Napas Rinai memburu tak beraturan. Helaian-helaian rambutnya berhamburan tak tentu arah, bulir-bulir keringat membanjiri dahinya. "Bukankah kita sudah melewati putaran ke-tiga puluh? Itu sudah cukup, kan?"

Lintang menoleh susah payah. Dadanya terasa sakit dan kakinya mungkin sudah sejak tadi berteriak minta berhenti. Namun ia menggeleng. "Kalau kau mau berhenti, berhenti saja," katanya terengah.

Mata bulat Rinai melebar. Mungkin ia tak percaya seorang manusia seperti Lintang punya stamina yang lebih kuat darinya. Rinai tidak tahu, kalau itu bukan perkara stamina. Tubuh Lintang seharusnya sudah tumbang sejak tadi. Mengelilingi lapangan seluas tiga hektar sebanyak tiga puluh kali putaran itu tidak manusiawi.

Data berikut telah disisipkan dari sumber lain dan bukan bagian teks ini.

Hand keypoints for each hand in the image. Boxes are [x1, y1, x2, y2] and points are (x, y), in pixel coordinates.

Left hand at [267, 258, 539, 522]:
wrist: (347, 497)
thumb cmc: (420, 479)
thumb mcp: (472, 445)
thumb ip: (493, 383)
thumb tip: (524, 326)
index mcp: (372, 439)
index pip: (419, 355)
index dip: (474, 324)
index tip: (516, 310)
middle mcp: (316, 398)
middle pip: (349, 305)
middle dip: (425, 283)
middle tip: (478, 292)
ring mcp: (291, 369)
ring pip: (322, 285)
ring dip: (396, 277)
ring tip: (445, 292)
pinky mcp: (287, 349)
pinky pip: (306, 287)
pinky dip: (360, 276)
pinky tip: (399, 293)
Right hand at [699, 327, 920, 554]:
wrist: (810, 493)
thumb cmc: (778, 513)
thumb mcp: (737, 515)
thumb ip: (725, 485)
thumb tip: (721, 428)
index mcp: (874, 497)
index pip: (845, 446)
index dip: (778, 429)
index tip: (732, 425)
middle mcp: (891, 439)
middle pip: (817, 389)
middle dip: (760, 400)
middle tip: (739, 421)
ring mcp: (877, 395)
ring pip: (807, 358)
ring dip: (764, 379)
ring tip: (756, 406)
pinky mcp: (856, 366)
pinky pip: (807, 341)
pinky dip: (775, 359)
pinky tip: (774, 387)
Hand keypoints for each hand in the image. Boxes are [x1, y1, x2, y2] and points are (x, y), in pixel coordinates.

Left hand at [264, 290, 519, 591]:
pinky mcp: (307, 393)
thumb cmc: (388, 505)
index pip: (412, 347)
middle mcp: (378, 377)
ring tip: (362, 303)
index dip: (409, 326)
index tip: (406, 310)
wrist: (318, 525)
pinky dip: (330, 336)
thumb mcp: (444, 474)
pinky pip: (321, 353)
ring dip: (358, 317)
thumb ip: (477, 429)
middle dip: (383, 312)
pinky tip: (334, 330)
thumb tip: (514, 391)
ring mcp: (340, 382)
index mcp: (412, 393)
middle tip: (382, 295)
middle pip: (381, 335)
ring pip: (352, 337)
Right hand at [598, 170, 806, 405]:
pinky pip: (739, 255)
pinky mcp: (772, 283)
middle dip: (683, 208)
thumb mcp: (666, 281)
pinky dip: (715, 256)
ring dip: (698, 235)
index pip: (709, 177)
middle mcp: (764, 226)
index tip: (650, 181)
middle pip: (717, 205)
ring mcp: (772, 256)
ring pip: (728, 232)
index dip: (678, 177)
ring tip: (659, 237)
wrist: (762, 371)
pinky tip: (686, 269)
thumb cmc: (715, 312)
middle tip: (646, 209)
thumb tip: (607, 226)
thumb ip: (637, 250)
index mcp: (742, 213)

Yang membuat Lintang bertahan cuma satu ; kalau ia berhenti sebelum putaran ketiga puluh, ia pasti akan disingkirkan. Kalau ia berhenti di putaran ketiga puluh, ia tetap akan disingkirkan. Para keturunan dewa ini tak butuh petarung-petarung medioker. Mereka menginginkan yang terkuat.

"Jangan bilang, ini soal Ganesha? Kau serius ingin mengalahkannya?" lanjut Rinai, masih keras kepala mengikuti langkah Lintang.

Tanpa menoleh, Lintang mengangguk. "Tidak ada pilihan lain."

"Tapi, itu mustahil!" Rinai memprotes. "Kami yang Ishvara saja tidak bisa."

Lintang menatap Rinai sejenak. "Kalau soal melakukan sesuatu yang mustahil, aku ahlinya."

"Kau gila," putus Rinai.

"Kau bukan orang pertama yang bilang begitu."

Rinai menghela napas, akhirnya menyerah lebih dulu. Sementara itu Lintang memaksa kakinya terus berlari, dan berlari. Kau tidak boleh cengeng, gumam Lintang, pandangannya kabur oleh peluh. Kau tidak ada di sini cuma untuk disingkirkan.

Kemudian, semuanya gelap dan Lintang ambruk di putaran keempat puluh.

***

Ia terbangun di ruang kesehatan, bau obat menyengat menusuk hidung. Rinai dan Aksa duduk di samping dipannya, dengan ekspresi galak yang serupa.

"Kubilang juga apa," ujar Rinai lelah. "Tubuhmu sudah mencapai batasnya."

"Aku tahu kau tidak punya pilihan lain, tapi bukan seperti ini caranya," Aksa menggeleng. "Bisa-bisa ototmu cedera dan kau tidak bisa bertarung selamanya."

Lintan memiringkan kepala, mengabaikan ucapan kedua temannya. "Batara—maksudku, Instruktur Batara bilang apa?"

"Dia tidak tampak terkesan," jawab Aksa datar. "Alih-alih, dia kelihatan... terganggu. Katanya,'bilang pada teman kalian, jangan berusaha terlalu keras untuk sesuatu yang tak mungkin dia capai.'"

"Sialan," gerutu Lintang. "Pak Tua itu cuma tak suka karena aku manusia, bukan Ishvara."

"Sssttt!" Rinai melotot memperingatkan. "Kalau-kalau kau lupa, Pak Tua itu penanggung jawab sekolah ini."

"Terserahlah. Lihat saja nanti, akan kubungkam mulut sok tahunya itu." Terseok-seok, Lintang bangkit dari dipan. "Kalian membolos kelas?"

"Yah ... ini kelas pengendalian kemampuan dewata. Kehadiranku tidak berpengaruh banyak," Aksa menyahut.

Rinai mengangguk setuju. "Keluarga Ryshaka adalah keturunan langsung Dewa Penyembuhan. Teknik turun menurun kami itu sihir medis, yang tidak dipelajari sama sekali di sana."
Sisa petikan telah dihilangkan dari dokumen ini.